En 2012, l’association se forme au théâtre forum sous la direction du comédien et metteur en scène suisse Fabrice Bessire. Cette rencontre marque un tournant décisif : le théâtre forum devient le cœur de la démarche artistique et sociale des Rescapés.

Développé dans les années 1960 par Augusto Boal, le théâtre forum est une technique du Théâtre de l’Opprimé qui place le spectateur au centre de l’action. À partir de situations d’injustice ou d’oppression inspirées de la réalité, le public est invité à intervenir, à remplacer un personnage en difficulté et à expérimenter d’autres issues possibles. L’objectif est de transformer le spectateur en « spect-acteur », capable de réfléchir, de réagir et d’agir face aux réalités sociales qui le concernent.

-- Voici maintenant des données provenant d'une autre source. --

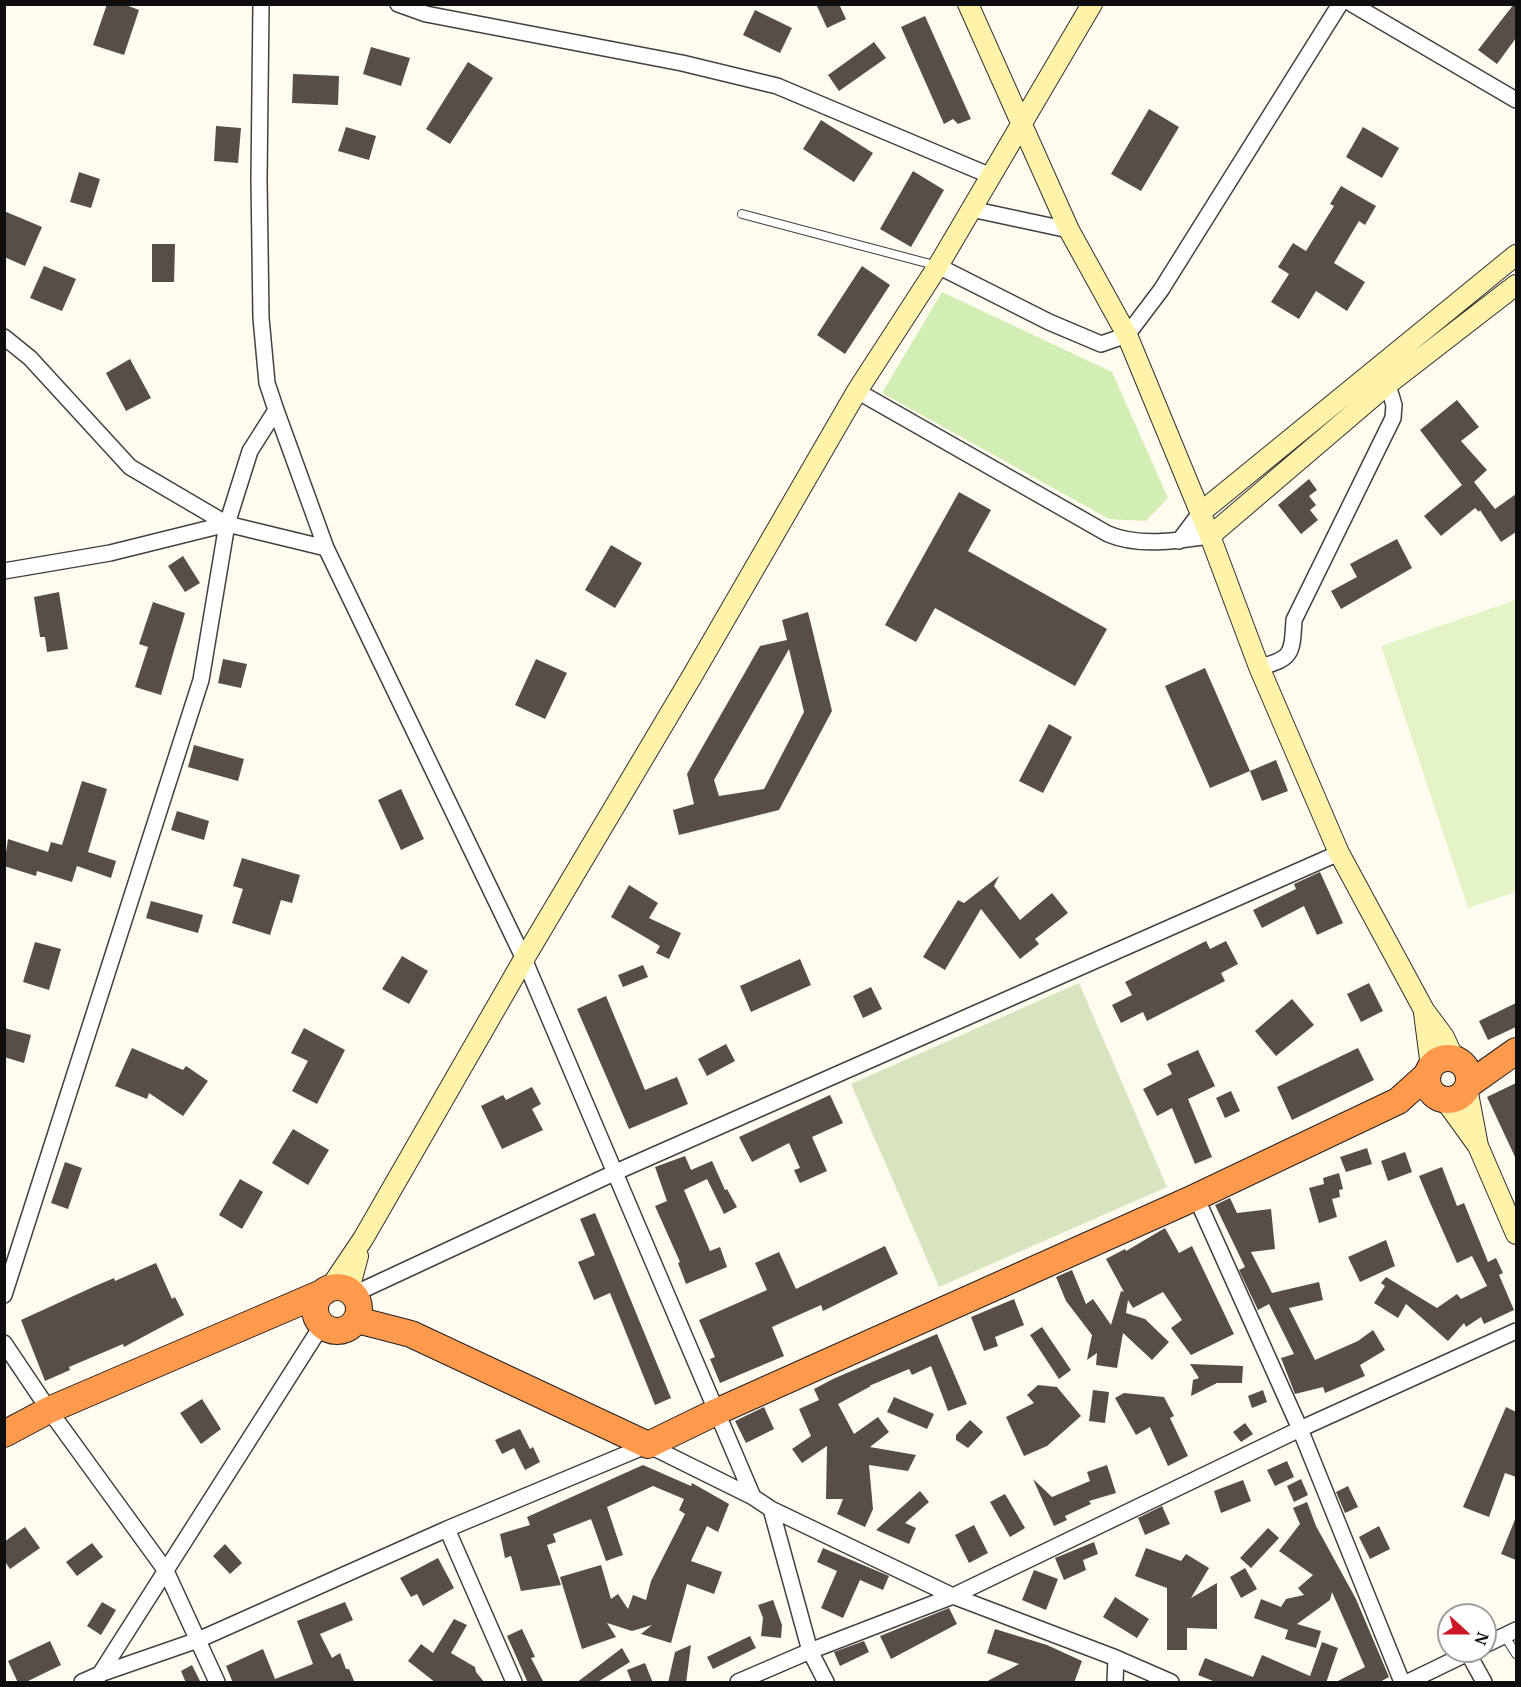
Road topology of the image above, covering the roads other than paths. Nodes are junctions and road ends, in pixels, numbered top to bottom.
1 (261, 4) edge
2 (398, 4) edge
3 (968, 4) edge
4 (1092, 4) edge
5 (1340, 4) edge
6 (1352, 4) edge
7 (1516, 100) edge
8 (1022, 125) junction
9 (991, 176) junction
10 (971, 209) junction
11 (742, 214) dead end
12 (1069, 230) junction
13 (1516, 255) edge
14 (938, 266) junction
15 (1516, 285) edge
16 (1127, 335) junction
17 (4, 337) edge
18 (1380, 364) junction
19 (1388, 384) junction
20 (857, 391) junction
21 (276, 410) junction
22 (1200, 513) junction
23 (226, 524) junction
24 (1210, 536) junction
25 (1179, 541) junction
26 (326, 548) junction
27 (4, 570) edge
28 (1259, 667) junction
29 (1339, 852) junction
30 (524, 959) junction
31 (1513, 1053) edge
32 (1452, 1072) junction
33 (1442, 1099) junction
34 (1398, 1101) junction
35 (1478, 1146) junction
36 (616, 1172) junction
37 (1196, 1197) junction
38 (1516, 1234) edge
39 (4, 1295) edge
40 (345, 1297) junction
41 (270, 1317) junction
42 (319, 1321) junction
43 (1516, 1331) edge
44 (4, 1343) edge
45 (49, 1410) junction
46 (716, 1412) junction
47 (1300, 1429) junction
48 (4, 1434) edge
49 (648, 1446) junction
50 (753, 1497) junction
51 (771, 1509) junction
52 (447, 1529) junction
53 (166, 1570) junction
54 (953, 1596) junction
55 (1510, 1633) edge
56 (198, 1640) junction
57 (810, 1651) junction
58 (1516, 1654) edge
59 (1116, 1658) junction
60 (1448, 1663) edge
61 (1475, 1663) edge
62 (98, 1678) edge
63 (82, 1683) edge
64 (218, 1683) edge
65 (514, 1683) edge
66 (738, 1683) edge
67 (826, 1683) edge
68 (1115, 1683) edge
69 (1171, 1683) edge
70 (1402, 1683) edge
71 (1408, 1683) edge
72 (1484, 1683) edge

1 - 21 street
2 - 9 street
3 - 8 main road
4 - 8 main road
5 - 16 street
6 - 7 street
8 - 9 main road
8 - 12 main road
9 - 10 main road
10 - 12 street
10 - 14 main road
11 - 14 lane
12 - 16 main road
13 - 18 main road
14 - 16 street
14 - 20 main road
15 - 19 main road
16 - 22 main road
17 - 23 street
18 - 19 street
18 - 22 main road
19 - 24 main road
19 - 28 street
20 - 25 street
20 - 30 main road
21 - 23 street
21 - 26 street
22 - 24 main road
22 - 25 street
23 - 26 street
23 - 27 street
23 - 39 street
24 - 25 street
24 - 28 main road
26 - 30 street
28 - 29 main road
29 - 32 main road
29 - 36 street
30 - 36 street
30 - 40 main road
31 - 32 highway
32 - 33 highway
32 - 34 highway
32 - 35 main road
33 - 34 highway
33 - 35 main road
34 - 37 highway
35 - 38 main road
36 - 40 street
36 - 46 street
37 - 46 highway
37 - 47 street
40 - 41 highway
40 - 42 highway
40 - 42 highway
40 - 49 highway
41 - 42 highway
41 - 45 highway
42 - 53 street
43 - 47 street
44 - 45 street
45 - 48 highway
45 - 53 street
46 - 49 highway
46 - 50 street
47 - 54 street
47 - 70 street
49 - 50 street
49 - 52 street
50 - 51 street
51 - 54 street
51 - 57 street
52 - 56 street
52 - 65 street
53 - 56 street
53 - 62 street
54 - 57 street
54 - 59 street
55 - 58 lane
56 - 62 street
56 - 64 street
57 - 66 street
57 - 67 street
59 - 68 street
59 - 69 street
60 - 71 street
61 - 72 street
62 - 63 street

Aujourd’hui, face à la multiplication des déplacements forcés liés à l’insécurité et à la violence armée et les cas de viols à Port-au-Prince, cet engagement prend une nouvelle dimension. Il s’agit de redonner une place, une voix et une dignité à des populations déplacées, spécialement les femmes souvent réduites au silence. À travers le théâtre forum, Les Rescapés affirment que même dans les contextes les plus fragiles, la culture demeure un espace essentiel de parole, de conscience et de reconstruction collective.

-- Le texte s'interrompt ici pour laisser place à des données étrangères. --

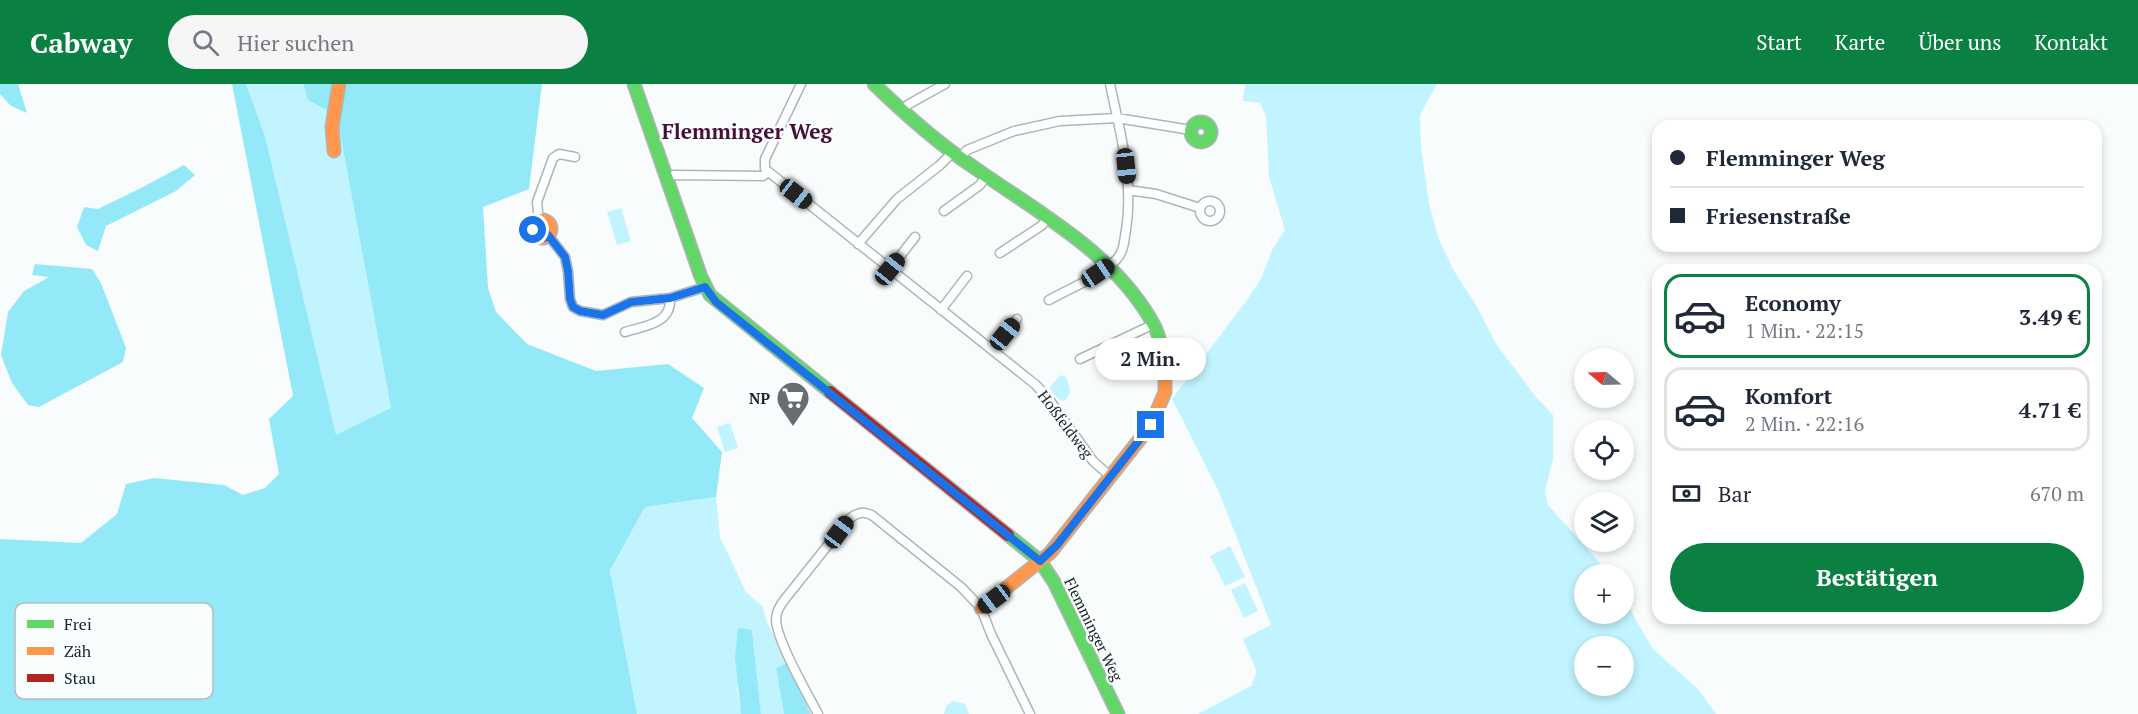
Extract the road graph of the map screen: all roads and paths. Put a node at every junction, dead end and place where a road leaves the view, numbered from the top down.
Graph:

2. Pourquoi était-il essentiel de placer les femmes au cœur du projet Femmes, Voix et Théâtre Forum ?

En mars 2025, dix femmes survivantes de violences liées aux gangs ont été formées par l’Association Les Rescapés à la pratique du théâtre forum. Parmi elles, cinq ont vécu dans des camps de déplacé.es (notamment à OPC et à l’École Nationale Colbert Lochard). Profondément choquées et révoltées par les nombreux cas de violences sexuelles perpétrées dans ces espaces de grande précarité, elles ont exprimé une volonté claire : agir. C’est ainsi qu’est née l’idée de présenter quatre représentations de théâtre forum directement au sein des camps de déplacé.es de Port-au-Prince.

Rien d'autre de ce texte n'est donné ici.